I'm currently developing a project in C which uses this method.  I have 
it allocating lots of small blocks of memory to perform a job.  The 
total comes to 32KB.  When the program is finished I do one "free" call 
to the root structure and I get back ALL of my memory.  Not a single 
byte is leaked.

-- 
-----BEGIN GEEK CODE BLOCK-----
Version: 3.1
GCS/MU/S d-pu s:+ a-->? C++++$ UL+++ P--- L+++ !E W-- N++ o? K? w--- O 
M--  V? PS PE Y+ PGP- t+ 5 X+ !R tv-->!tv b- DI++(+) D++ G e++>e 
h>--->++ r+++ y+++
------END GEEK CODE BLOCK------

James Dunne

Apr 26 2006

xs0 <xs0 xs0.com> writes:

 Not true.  A hierachical memory management system is great!  It sure 
 beats reference counting, manual memory management, and conservative GC.
 
 What you do is allocate some memory, but also provide a "parent" memory 
 pointer to relate the new memory to.  When all is said and done you have 
 a nice tree of related memory pointers (hopefully with just one root, 
 provided you designed correctly).
 
 To free some memory, simply walk all the branches of that node, freeing 
 their memory, then free the original memory.  You can even get 
 predictable destructors for objects this way.
 
 I'm currently developing a project in C which uses this method.  I have 
 it allocating lots of small blocks of memory to perform a job.  The 
 total comes to 32KB.  When the program is finished I do one "free" call 
 to the root structure and I get back ALL of my memory.  Not a single 
 byte is leaked.

But how can you tell _when_ to delete the root? AFAIK, the main benefit 
of GC is not that you don't have to manually free the memory, but that 
you don't have to know when it is safe to do so. I don't see how 
organizing memory blocks into a tree solves that...


xs0

Apr 26 2006

James Dunne <james.jdunne gmail.com> writes:

xs0 wrote:
 
 Not true.  A hierachical memory management system is great!  It sure 
 beats reference counting, manual memory management, and conservative GC.

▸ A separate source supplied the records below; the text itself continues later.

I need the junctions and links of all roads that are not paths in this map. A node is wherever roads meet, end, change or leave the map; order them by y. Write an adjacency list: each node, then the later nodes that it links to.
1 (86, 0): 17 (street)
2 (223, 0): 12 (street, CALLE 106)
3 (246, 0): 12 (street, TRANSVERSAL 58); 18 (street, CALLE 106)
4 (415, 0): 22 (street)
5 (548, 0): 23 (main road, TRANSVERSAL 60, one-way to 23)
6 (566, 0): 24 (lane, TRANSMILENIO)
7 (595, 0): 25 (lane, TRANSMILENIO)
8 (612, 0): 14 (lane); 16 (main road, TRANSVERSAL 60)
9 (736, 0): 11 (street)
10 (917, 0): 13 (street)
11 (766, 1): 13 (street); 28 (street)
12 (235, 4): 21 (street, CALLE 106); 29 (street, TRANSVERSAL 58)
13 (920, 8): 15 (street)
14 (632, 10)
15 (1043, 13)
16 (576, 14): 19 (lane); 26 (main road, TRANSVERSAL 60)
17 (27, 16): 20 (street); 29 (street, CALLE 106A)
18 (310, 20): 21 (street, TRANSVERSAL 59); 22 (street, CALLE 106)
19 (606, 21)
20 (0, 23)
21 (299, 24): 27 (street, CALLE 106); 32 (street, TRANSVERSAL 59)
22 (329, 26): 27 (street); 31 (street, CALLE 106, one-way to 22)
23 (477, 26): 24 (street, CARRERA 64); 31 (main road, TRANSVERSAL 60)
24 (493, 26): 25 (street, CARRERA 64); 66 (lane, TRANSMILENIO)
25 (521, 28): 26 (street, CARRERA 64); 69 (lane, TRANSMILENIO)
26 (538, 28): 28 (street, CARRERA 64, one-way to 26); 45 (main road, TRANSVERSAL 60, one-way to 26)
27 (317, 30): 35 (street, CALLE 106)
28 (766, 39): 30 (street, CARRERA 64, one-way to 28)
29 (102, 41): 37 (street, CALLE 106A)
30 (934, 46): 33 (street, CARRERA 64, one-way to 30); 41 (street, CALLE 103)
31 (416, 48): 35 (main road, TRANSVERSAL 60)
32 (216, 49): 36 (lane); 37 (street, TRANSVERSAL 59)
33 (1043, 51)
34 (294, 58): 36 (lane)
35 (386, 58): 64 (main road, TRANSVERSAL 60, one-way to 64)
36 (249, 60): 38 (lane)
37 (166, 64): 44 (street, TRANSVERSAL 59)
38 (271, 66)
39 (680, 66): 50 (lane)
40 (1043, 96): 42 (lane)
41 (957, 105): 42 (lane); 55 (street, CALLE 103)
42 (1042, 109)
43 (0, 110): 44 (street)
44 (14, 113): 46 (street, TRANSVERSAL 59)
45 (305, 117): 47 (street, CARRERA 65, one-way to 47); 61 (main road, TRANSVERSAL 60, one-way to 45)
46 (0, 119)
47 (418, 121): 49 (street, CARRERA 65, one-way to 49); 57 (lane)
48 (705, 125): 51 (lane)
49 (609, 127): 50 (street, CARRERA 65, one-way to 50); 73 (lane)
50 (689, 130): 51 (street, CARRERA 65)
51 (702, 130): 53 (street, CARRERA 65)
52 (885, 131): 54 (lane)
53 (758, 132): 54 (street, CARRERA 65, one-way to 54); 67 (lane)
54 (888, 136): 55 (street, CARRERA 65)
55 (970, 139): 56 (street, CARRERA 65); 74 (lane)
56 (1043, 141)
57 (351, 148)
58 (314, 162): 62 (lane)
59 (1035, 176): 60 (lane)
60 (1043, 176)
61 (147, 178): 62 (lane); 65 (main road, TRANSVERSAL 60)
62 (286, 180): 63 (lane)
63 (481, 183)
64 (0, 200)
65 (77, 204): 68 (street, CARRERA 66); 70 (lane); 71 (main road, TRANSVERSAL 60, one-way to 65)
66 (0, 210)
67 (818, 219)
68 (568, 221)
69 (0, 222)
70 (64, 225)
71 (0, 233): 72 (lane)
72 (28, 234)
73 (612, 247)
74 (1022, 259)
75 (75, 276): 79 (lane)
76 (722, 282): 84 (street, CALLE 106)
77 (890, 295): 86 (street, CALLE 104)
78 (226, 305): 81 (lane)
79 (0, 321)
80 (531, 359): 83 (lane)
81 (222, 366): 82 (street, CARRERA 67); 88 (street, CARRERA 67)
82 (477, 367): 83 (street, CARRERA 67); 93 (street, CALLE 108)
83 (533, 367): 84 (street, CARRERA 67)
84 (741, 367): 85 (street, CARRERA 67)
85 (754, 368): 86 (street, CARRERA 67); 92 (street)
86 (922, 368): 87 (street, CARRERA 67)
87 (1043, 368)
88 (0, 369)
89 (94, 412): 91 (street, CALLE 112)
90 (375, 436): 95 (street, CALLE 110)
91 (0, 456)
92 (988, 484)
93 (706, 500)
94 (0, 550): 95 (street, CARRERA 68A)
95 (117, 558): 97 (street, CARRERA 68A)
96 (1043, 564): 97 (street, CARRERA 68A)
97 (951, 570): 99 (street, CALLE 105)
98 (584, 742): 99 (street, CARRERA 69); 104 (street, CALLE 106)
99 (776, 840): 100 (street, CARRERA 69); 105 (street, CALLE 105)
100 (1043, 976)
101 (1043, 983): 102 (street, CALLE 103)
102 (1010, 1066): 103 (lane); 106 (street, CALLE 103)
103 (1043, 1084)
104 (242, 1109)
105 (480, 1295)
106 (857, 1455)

 What you do is allocate some memory, but also provide a "parent" 
 memory pointer to relate the new memory to.  When all is said and done 
 you have a nice tree of related memory pointers (hopefully with just 
 one root, provided you designed correctly).

 To free some memory, simply walk all the branches of that node, 
 freeing their memory, then free the original memory.  You can even get 
 predictable destructors for objects this way.

 I'm currently developing a project in C which uses this method.  I 
 have it allocating lots of small blocks of memory to perform a job.  
 The total comes to 32KB.  When the program is finished I do one "free" 
 call to the root structure and I get back ALL of my memory.  Not a 
 single byte is leaked.

 
 
 But how can you tell _when_ to delete the root? AFAIK, the main benefit 
 of GC is not that you don't have to manually free the memory, but that 
 you don't have to know when it is safe to do so. I don't see how 
 organizing memory blocks into a tree solves that...
 
 
 xs0

That's a different problem and depends on the nature of the application. 
  If you're in a server environment, you free memory when the client 
request has been completely processed.  If you're in an interactive 
user-interface environment, you free memory when you close documents, 
close windows, etc.  When the data is no longer needed, you'll know when 
to free and what to free.

I think you thought I was implying you should only have one memory root 
which all things are related to and that is the only thing that should 
ever be freed.  The first part is right, but not the second.  You should 
keep all the memory related to each other, but it's not that you have to 
free it in an "all or nothing" circumstance.  Then again, that depends 
on your application type.

In my example application I have lots of memory free operations on the 
individual nodes when I know I won't need that memory anymore, such as 
for temporary strings.  If I forget to include an explicit free call to 
that temporary memory, it's okay since I know that memory has been 
related to another parent memory block that _will_ be freed.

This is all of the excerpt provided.